Figure 14.23: We expect the data points to be close to the red line to give a strong correlation between the actual versus the fitted values of the per capita growth rate.

For the Allee and logistic growth model fitting, the correlation between the observed per capita growth rate and predicted per capita growth rates are $0.51$ and $0.45$, respectively, which shows approximately $50\%$ agreement. Using the AIC function, we also compute the Akaike Information Criterion to compare these two fitting exercises.

AIC(nls_fit)

[1] -126.2541

AIC(nls_fit_log)

[1] -125.1844

The difference between the AIC values is less than $5$, therefore, these two models perform almost in a similar way.

Till now, in our discussion, we have considered the all the data points. It is important to note that one data point always lie away from the mass of the per capita growth rate values. In the scatterplot of actual versus fitted values, in the top left corner of the window, a data point is observed. As a practitioner, presence of such points needs to be considered and take appropriate action. This will be an exercise for the participants to redo the above exercises by fitting exercises without this stipulated point which is suspected to be an outlier.

14.5 Bootstrapping regression model

Bootstrapping is a powerful resampling technique which helps in evaluating the goodness of the fitting exercises. In the bootstrapping process, we create a new data set from the original data set. We have the data set which contains the first column as the population size and the second column as the per capita growth rates at those population sizes. If there are n rows in the data, we randomly select n rows from the data following the principle of simple random sampling with replacement (SRSWR) and create a new data set with those selected rows. It is understood that in the new data set some rows may be repeated (due to SRSWR). The new data set is called the bootstrap data set. We create $B=1000$ bootstrap data sets from the original data set. We perform the fitting exercise on each of the bootstrap data sets and record the estimates of the parameters. The histogram of the $B$ many estimates constitute the bootstrap sampling distribution of the estimators of the parameters. We carry out this exercise for the logistic growth model using the above data set.
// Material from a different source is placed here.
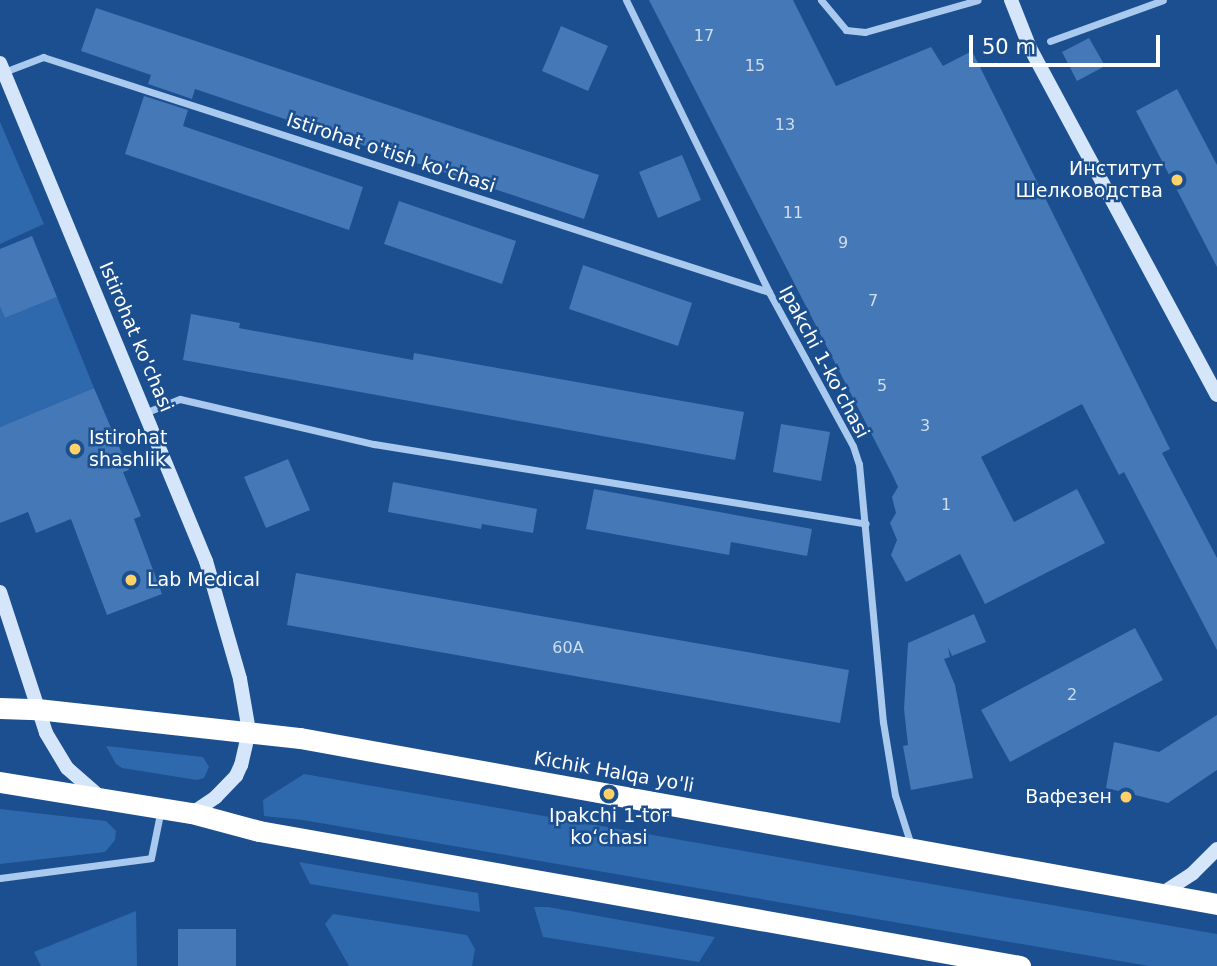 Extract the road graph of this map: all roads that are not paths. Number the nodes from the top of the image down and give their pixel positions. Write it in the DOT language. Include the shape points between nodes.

B = 1000                                       # number of bootstrap samples
rm_hat = numeric(B)                            # bootstrap estimate of rm   
K_hat = numeric(B)                             # bootstrap estimate of K

D = data.frame(R = R, x = x[1:(n-1)])          # original data
for(i in 1:B){
  ind = sample(1:nrow(D), replace = TRUE)      # SRSWR
  nls_fit_boot = nls(R ~ r_m*(1-x/K), data = D[ind,], 
                     start = list(r_m = 0.1, K = 80))
  rm_hat[i] = coefficients(nls_fit_boot)[1]    # bootstrap estimate
  K_hat[i] = coefficients(nls_fit_boot)[2]     # bootstrap estimate
}
par(mfrow = c(1,2))
hist(rm_hat, probability = TRUE, main = "",
     xlab = expression(widehat(r[m])), breaks = 30)
hist(K_hat, probability = TRUE, main = "",
     xlab = expression(widehat(K)), breaks = 30)

Figure 14.24: The bootstrap sampling distribution of the nonlinear least squares estimators of the parameters for the logistic growth equation. The number of bootstrap data set is 1000. Indication of skewed distribution for $\hat{K}$ depicts a significant impact of some outlying observations.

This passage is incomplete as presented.